Defending Against BEC Attacks
Organizations must adopt a proactive stance in defending against BEC attacks. Some effective strategies include:
Ramp up inbox security standards: Configuring mail systems to flag messages from external parties, enabling notifications for unverified senders, and blocking suspicious senders can help identify and prevent phishing attempts and allow IT personnel to review and analyze potential threats and block any communication coming from a particular source IP address.
Require multi-factor authentication: Enabling multifactor authentication (MFA) adds an additional layer of security to email accounts, making them more resistant to compromised credentials and brute-force login attempts.
Educate and train employees: Educating employees on the importance of recognizing fraudulent emails, such as doppelganger domain and email address mismatches, can help mitigate the risk of successful BEC attacks.
Additional Measures: These actions can bolster you overall security posture and strengthen your human firewall with technical power.

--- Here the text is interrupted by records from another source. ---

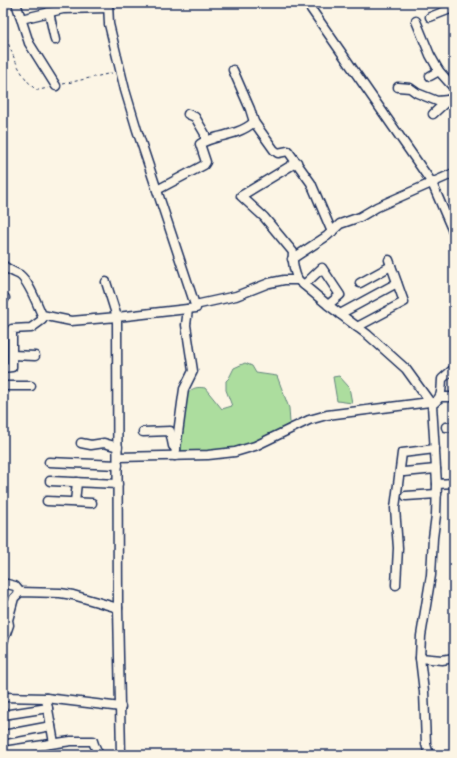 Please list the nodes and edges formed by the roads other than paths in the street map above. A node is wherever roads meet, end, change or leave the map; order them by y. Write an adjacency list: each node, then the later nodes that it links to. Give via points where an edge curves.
1 (16, 3): 7 (street)
2 (307, 3): 23 (street)
3 (108, 5): 5 (street); 24 (street, via 109,24 126,90)
4 (452, 7): 6 (street)
5 (50, 12): 7 (street); 9 (street)
6 (430, 17)
7 (21, 19): 13 (street, via 29,43)
8 (416, 21): 11 (street)
9 (56, 40)
10 (234, 70): 19 (street)
11 (439, 71): 12 (street); 15 (street)
12 (430, 76)
13 (56, 86)
14 (398, 87): 16 (street, via 410,88 437,100)
15 (454, 88)
16 (451, 99): 18 (street)
17 (188, 114): 20 (street, via 195,117 205,134)
18 (433, 114)
19 (254, 122): 20 (street, via 247,128); 21 (street, via 274,150 288,151)
20 (205, 140): 24 (street, via 200,144 206,162 204,165)
21 (297, 162): 25 (street, via 311,183); 27 (street, via 241,196 264,217 293,252)
22 (454, 173): 23 (street)
23 (432, 183): 25 (street, via 340,224); 26 (street)
24 (158, 190): 34 (street)
25 (332, 232): 27 (street)
26 (454, 234)
27 (292, 259): 30 (street)
28 (3, 266): 36 (street, via 26,282)
29 (106, 282): 37 (street)
30 (301, 283): 33 (street); 33 (street, via 322,268 340,295); 34 (street, via 284,280 269,283 236,296)
31 (360, 283): 32 (street, via 390,263)
32 (397, 283): 35 (street); 38 (street, via 404,302)
33 (328, 305): 35 (street)
34 (191, 307): 37 (street); 52 (street, via 186,325 193,371 184,389)
35 (340, 314): 38 (street)
36 (42, 315): 37 (street, via 71,321); 39 (street, via 42,320 31,328 12,329)
37 (117, 317): 50 (street)
38 (357, 327): 47 (street, via 406,369)
39 (12, 355): 40 (street); 41 (street, via 12,367)
40 (35, 356)
41 (3, 368)
42 (454, 370): 45 (street, via 442,379)
43 (3, 386): 44 (street)
44 (31, 386)
45 (440, 397): 46 (street); 47 (street)
46 (454, 397)
47 (431, 403): 51 (street); 52 (street, via 327,415 309,420 255,446 235,452 208,455)
48 (143, 432): 52 (street, via 170,431)
49 (81, 443): 50 (street, via 104,443)
50 (118, 447): 53 (street)
51 (435, 449): 55 (street); 68 (street, via 402,453 395,508 398,548)
52 (176, 452): 53 (street)
53 (118, 461): 54 (street); 60 (street)
54 (49, 462)
55 (436, 469): 56 (street); 61 (street)
56 (404, 472)
57 (50, 481): 58 (street)
58 (77, 482): 60 (street); 65 (street)
59 (454, 483): 61 (street)
60 (118, 484): 70 (street)
61 (437, 484): 62 (street)
62 (437, 494): 63 (street); 72 (street, via 431,575)
63 (406, 496)
64 (47, 501): 65 (street)
65 (75, 502): 66 (street)
66 (92, 503)
67 (3, 583): 69 (street, via 15,586)
68 (396, 585)
69 (20, 592): 70 (street, via 73,595); 71 (street, via 14,598)
70 (118, 608): 76 (street)
71 (3, 642)
72 (420, 658): 73 (street); 85 (street)
73 (454, 658)
74 (3, 697): 75 (street)
75 (46, 698): 76 (street); 77 (street)
76 (121, 707): 84 (street)
77 (48, 708): 78 (street); 79 (street)
78 (3, 715)
79 (51, 726): 80 (street); 81 (street)
80 (3, 735)
81 (54, 743): 82 (street); 83 (street, via 71,740 93,741)
82 (3, 751)
83 (99, 755)
84 (121, 755)
85 (429, 755)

Checkpoints and controls on both administrative and engineered levels for your accounting, internal controls, payroll, and human resource departments will tighten your most key defense areas.
Implementing a domain-based message authentication, reporting, and conformance (DMARC) policy to protect against any spoofed email is also a best practice.
Any hybrid work needs to conform to your security policy. Public wifi, for example, should never be used to conduct any transaction or exchange privileged information.
Advanced phishing protection and suspicious forwarding detection should be utilized within your email platform. A layered approach can include capabilities included with your provider licenses as well as additional third-party filters to remove as much risk as possible from employee inboxes.
Zero Trust and automated identity governance restrict lateral movement within networks and wall off any potential breach.
Use secure payment platforms and verify financial transactions through phone calls with confirmed, verified, trusted numbers to avoid falling victim to fraudulent requests.
The Bottom Line
BEC attacks are increasing in frequency and utilize sophisticated tactics. This rising trend highlights the evolving nature of cybercrime and how easy it can be for even a well-trained employee to be duped. It is crucial for organizations to stay informed, remain vigilant, and adopt robust security measures to guard against the potentially devastating financial and reputational consequences of successful BEC attacks.
By implementing effective strategies and fostering cyber aware culture, businesses can better defend against this growing threat and safeguard their sensitive information and assets from prying eyes to keep employees, vendors, and customers as safe as possible.